START DATASET CONTENT

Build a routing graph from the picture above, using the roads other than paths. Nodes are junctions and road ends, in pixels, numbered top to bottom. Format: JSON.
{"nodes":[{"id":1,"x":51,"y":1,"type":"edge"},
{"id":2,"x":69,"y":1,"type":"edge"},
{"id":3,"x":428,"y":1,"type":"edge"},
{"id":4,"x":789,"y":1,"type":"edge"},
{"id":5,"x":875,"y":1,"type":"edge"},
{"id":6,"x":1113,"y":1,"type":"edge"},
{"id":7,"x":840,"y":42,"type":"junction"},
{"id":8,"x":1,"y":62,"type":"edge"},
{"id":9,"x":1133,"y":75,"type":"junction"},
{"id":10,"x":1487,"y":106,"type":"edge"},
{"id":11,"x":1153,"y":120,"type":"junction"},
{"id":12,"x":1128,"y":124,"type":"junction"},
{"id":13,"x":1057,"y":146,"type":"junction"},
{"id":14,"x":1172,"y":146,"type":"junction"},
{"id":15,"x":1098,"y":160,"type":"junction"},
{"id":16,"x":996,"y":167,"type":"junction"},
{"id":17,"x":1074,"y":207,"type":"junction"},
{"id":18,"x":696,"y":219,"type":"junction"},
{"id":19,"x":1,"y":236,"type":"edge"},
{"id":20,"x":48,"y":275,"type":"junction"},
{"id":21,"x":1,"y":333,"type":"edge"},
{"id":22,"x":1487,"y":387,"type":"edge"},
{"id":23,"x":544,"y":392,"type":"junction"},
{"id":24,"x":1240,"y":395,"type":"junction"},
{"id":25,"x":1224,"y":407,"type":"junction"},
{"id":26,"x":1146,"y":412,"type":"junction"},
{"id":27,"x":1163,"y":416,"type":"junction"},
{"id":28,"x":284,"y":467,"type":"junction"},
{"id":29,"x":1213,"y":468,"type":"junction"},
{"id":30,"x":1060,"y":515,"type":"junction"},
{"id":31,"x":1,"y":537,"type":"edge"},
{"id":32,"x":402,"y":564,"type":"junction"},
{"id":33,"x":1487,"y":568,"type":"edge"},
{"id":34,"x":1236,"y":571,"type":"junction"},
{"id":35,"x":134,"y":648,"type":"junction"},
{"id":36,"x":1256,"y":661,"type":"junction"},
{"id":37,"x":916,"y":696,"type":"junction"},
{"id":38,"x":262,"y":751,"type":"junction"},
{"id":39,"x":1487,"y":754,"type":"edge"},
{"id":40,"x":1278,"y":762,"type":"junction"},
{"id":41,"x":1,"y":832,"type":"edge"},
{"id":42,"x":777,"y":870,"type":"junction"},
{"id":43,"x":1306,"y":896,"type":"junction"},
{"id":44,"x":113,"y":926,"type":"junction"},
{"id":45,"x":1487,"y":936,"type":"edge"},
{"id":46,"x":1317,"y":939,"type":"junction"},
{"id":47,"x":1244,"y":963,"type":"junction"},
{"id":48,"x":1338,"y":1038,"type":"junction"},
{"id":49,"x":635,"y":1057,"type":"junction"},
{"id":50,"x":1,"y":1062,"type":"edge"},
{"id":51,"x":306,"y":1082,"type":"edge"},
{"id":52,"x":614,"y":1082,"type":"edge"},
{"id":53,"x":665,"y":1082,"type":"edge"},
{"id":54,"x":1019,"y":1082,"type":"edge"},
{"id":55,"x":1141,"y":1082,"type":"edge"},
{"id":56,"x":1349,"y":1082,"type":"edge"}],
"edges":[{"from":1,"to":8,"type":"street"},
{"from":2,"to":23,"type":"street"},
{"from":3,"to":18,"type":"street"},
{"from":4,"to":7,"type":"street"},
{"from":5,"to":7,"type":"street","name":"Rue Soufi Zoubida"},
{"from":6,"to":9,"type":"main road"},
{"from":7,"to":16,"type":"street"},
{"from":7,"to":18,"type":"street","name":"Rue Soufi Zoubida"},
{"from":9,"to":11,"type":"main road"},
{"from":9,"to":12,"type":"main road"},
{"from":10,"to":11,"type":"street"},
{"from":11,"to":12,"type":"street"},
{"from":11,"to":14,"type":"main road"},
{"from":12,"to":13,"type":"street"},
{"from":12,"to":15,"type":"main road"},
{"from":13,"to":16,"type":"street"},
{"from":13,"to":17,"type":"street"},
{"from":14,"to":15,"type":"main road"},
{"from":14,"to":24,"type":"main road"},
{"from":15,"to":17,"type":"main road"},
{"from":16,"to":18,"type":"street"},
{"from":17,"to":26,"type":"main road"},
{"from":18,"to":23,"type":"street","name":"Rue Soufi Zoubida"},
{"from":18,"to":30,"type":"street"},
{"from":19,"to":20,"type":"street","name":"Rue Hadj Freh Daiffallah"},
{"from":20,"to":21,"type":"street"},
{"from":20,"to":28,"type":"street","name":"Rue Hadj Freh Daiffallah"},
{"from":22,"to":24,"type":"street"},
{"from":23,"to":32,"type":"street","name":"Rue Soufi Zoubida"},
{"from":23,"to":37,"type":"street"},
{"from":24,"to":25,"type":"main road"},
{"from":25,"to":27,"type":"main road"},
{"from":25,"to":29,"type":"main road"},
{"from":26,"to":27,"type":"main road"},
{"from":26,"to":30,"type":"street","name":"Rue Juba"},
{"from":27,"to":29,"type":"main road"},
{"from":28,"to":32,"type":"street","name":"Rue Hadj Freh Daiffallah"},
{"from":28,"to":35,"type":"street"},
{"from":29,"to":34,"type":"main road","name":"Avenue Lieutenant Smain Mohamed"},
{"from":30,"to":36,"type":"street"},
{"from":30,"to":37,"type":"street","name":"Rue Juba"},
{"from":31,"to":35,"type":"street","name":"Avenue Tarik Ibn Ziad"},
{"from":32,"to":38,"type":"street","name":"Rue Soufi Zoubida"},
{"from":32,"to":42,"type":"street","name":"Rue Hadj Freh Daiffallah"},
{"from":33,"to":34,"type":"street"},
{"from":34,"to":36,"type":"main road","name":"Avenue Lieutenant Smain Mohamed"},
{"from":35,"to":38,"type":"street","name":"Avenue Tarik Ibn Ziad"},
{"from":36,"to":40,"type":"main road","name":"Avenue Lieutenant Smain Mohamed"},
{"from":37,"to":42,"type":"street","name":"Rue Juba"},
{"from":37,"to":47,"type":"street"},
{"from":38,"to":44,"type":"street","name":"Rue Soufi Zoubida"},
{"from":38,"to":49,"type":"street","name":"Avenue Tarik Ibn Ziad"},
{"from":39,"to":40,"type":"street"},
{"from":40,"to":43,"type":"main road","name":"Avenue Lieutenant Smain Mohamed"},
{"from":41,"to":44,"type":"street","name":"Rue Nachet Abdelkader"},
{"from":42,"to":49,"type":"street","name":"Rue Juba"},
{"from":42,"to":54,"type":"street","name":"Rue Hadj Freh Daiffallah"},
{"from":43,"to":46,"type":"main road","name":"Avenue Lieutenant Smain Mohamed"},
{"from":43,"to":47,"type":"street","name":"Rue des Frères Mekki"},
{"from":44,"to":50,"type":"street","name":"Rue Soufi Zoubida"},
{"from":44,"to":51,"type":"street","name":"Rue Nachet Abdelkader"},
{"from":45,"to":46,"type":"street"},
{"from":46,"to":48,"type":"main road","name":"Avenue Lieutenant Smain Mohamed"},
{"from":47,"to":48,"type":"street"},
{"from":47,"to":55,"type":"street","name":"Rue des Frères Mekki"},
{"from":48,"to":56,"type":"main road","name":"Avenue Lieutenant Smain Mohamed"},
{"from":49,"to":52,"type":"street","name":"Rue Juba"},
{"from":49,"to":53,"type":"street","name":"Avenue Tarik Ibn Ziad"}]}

END DATASET CONTENT

● PROBLEM REQUIREMENTS
Repeat the data exactly. Leave nothing out.

● OUTPUT FOR THIS TASK
Build a routing graph from the picture above, using the roads other than paths. Nodes are junctions and road ends, in pixels, numbered top to bottom. Format: JSON.
{"nodes":[{"id":1,"x":51,"y":1,"type":"edge"},
{"id":2,"x":69,"y":1,"type":"edge"},
{"id":3,"x":428,"y":1,"type":"edge"},
{"id":4,"x":789,"y":1,"type":"edge"},
{"id":5,"x":875,"y":1,"type":"edge"},
{"id":6,"x":1113,"y":1,"type":"edge"},
{"id":7,"x":840,"y":42,"type":"junction"},
{"id":8,"x":1,"y":62,"type":"edge"},
{"id":9,"x":1133,"y":75,"type":"junction"},
{"id":10,"x":1487,"y":106,"type":"edge"},
{"id":11,"x":1153,"y":120,"type":"junction"},
{"id":12,"x":1128,"y":124,"type":"junction"},
{"id":13,"x":1057,"y":146,"type":"junction"},
{"id":14,"x":1172,"y":146,"type":"junction"},
{"id":15,"x":1098,"y":160,"type":"junction"},
{"id":16,"x":996,"y":167,"type":"junction"},
{"id":17,"x":1074,"y":207,"type":"junction"},
{"id":18,"x":696,"y":219,"type":"junction"},
{"id":19,"x":1,"y":236,"type":"edge"},
{"id":20,"x":48,"y":275,"type":"junction"},
{"id":21,"x":1,"y":333,"type":"edge"},
{"id":22,"x":1487,"y":387,"type":"edge"},
{"id":23,"x":544,"y":392,"type":"junction"},
{"id":24,"x":1240,"y":395,"type":"junction"},
{"id":25,"x":1224,"y":407,"type":"junction"},
{"id":26,"x":1146,"y":412,"type":"junction"},
{"id":27,"x":1163,"y":416,"type":"junction"},
{"id":28,"x":284,"y":467,"type":"junction"},
{"id":29,"x":1213,"y":468,"type":"junction"},
{"id":30,"x":1060,"y":515,"type":"junction"},
{"id":31,"x":1,"y":537,"type":"edge"},
{"id":32,"x":402,"y":564,"type":"junction"},
{"id":33,"x":1487,"y":568,"type":"edge"},
{"id":34,"x":1236,"y":571,"type":"junction"},
{"id":35,"x":134,"y":648,"type":"junction"},
{"id":36,"x":1256,"y":661,"type":"junction"},
{"id":37,"x":916,"y":696,"type":"junction"},
{"id":38,"x":262,"y":751,"type":"junction"},
{"id":39,"x":1487,"y":754,"type":"edge"},
{"id":40,"x":1278,"y":762,"type":"junction"},
{"id":41,"x":1,"y":832,"type":"edge"},
{"id":42,"x":777,"y":870,"type":"junction"},
{"id":43,"x":1306,"y":896,"type":"junction"},
{"id":44,"x":113,"y":926,"type":"junction"},
{"id":45,"x":1487,"y":936,"type":"edge"},
{"id":46,"x":1317,"y":939,"type":"junction"},
{"id":47,"x":1244,"y":963,"type":"junction"},
{"id":48,"x":1338,"y":1038,"type":"junction"},
{"id":49,"x":635,"y":1057,"type":"junction"},
{"id":50,"x":1,"y":1062,"type":"edge"},
{"id":51,"x":306,"y":1082,"type":"edge"},
{"id":52,"x":614,"y":1082,"type":"edge"},
{"id":53,"x":665,"y":1082,"type":"edge"},
{"id":54,"x":1019,"y":1082,"type":"edge"},
{"id":55,"x":1141,"y":1082,"type":"edge"},
{"id":56,"x":1349,"y":1082,"type":"edge"}],
"edges":[{"from":1,"to":8,"type":"street"},
{"from":2,"to":23,"type":"street"},
{"from":3,"to":18,"type":"street"},
{"from":4,"to":7,"type":"street"},
{"from":5,"to":7,"type":"street","name":"Rue Soufi Zoubida"},
{"from":6,"to":9,"type":"main road"},
{"from":7,"to":16,"type":"street"},
{"from":7,"to":18,"type":"street","name":"Rue Soufi Zoubida"},
{"from":9,"to":11,"type":"main road"},
{"from":9,"to":12,"type":"main road"},
{"from":10,"to":11,"type":"street"},
{"from":11,"to":12,"type":"street"},
{"from":11,"to":14,"type":"main road"},
{"from":12,"to":13,"type":"street"},
{"from":12,"to":15,"type":"main road"},
{"from":13,"to":16,"type":"street"},
{"from":13,"to":17,"type":"street"},
{"from":14,"to":15,"type":"main road"},
{"from":14,"to":24,"type":"main road"},
{"from":15,"to":17,"type":"main road"},
{"from":16,"to":18,"type":"street"},
{"from":17,"to":26,"type":"main road"},
{"from":18,"to":23,"type":"street","name":"Rue Soufi Zoubida"},
{"from":18,"to":30,"type":"street"},
{"from":19,"to":20,"type":"street","name":"Rue Hadj Freh Daiffallah"},
{"from":20,"to":21,"type":"street"},
{"from":20,"to":28,"type":"street","name":"Rue Hadj Freh Daiffallah"},
{"from":22,"to":24,"type":"street"},
{"from":23,"to":32,"type":"street","name":"Rue Soufi Zoubida"},
{"from":23,"to":37,"type":"street"},
{"from":24,"to":25,"type":"main road"},
{"from":25,"to":27,"type":"main road"},
{"from":25,"to":29,"type":"main road"},
{"from":26,"to":27,"type":"main road"},
{"from":26,"to":30,"type":"street","name":"Rue Juba"},
{"from":27,"to":29,"type":"main road"},
{"from":28,"to":32,"type":"street","name":"Rue Hadj Freh Daiffallah"},
{"from":28,"to":35,"type":"street"},
{"from":29,"to":34,"type":"main road","name":"Avenue Lieutenant Smain Mohamed"},
{"from":30,"to":36,"type":"street"},
{"from":30,"to":37,"type":"street","name":"Rue Juba"},
{"from":31,"to":35,"type":"street","name":"Avenue Tarik Ibn Ziad"},
{"from":32,"to":38,"type":"street","name":"Rue Soufi Zoubida"},
{"from":32,"to":42,"type":"street","name":"Rue Hadj Freh Daiffallah"},
{"from":33,"to":34,"type":"street"},
{"from":34,"to":36,"type":"main road","name":"Avenue Lieutenant Smain Mohamed"},
{"from":35,"to":38,"type":"street","name":"Avenue Tarik Ibn Ziad"},
{"from":36,"to":40,"type":"main road","name":"Avenue Lieutenant Smain Mohamed"},
{"from":37,"to":42,"type":"street","name":"Rue Juba"},
{"from":37,"to":47,"type":"street"},
{"from":38,"to":44,"type":"street","name":"Rue Soufi Zoubida"},
{"from":38,"to":49,"type":"street","name":"Avenue Tarik Ibn Ziad"},
{"from":39,"to":40,"type":"street"},
{"from":40,"to":43,"type":"main road","name":"Avenue Lieutenant Smain Mohamed"},
{"from":41,"to":44,"type":"street","name":"Rue Nachet Abdelkader"},
{"from":42,"to":49,"type":"street","name":"Rue Juba"},
{"from":42,"to":54,"type":"street","name":"Rue Hadj Freh Daiffallah"},
{"from":43,"to":46,"type":"main road","name":"Avenue Lieutenant Smain Mohamed"},
{"from":43,"to":47,"type":"street","name":"Rue des Frères Mekki"},
{"from":44,"to":50,"type":"street","name":"Rue Soufi Zoubida"},
{"from":44,"to":51,"type":"street","name":"Rue Nachet Abdelkader"},
{"from":45,"to":46,"type":"street"},
{"from":46,"to":48,"type":"main road","name":"Avenue Lieutenant Smain Mohamed"},
{"from":47,"to":48,"type":"street"},
{"from":47,"to":55,"type":"street","name":"Rue des Frères Mekki"},
{"from":48,"to":56,"type":"main road","name":"Avenue Lieutenant Smain Mohamed"},
{"from":49,"to":52,"type":"street","name":"Rue Juba"},
{"from":49,"to":53,"type":"street","name":"Avenue Tarik Ibn Ziad"}]}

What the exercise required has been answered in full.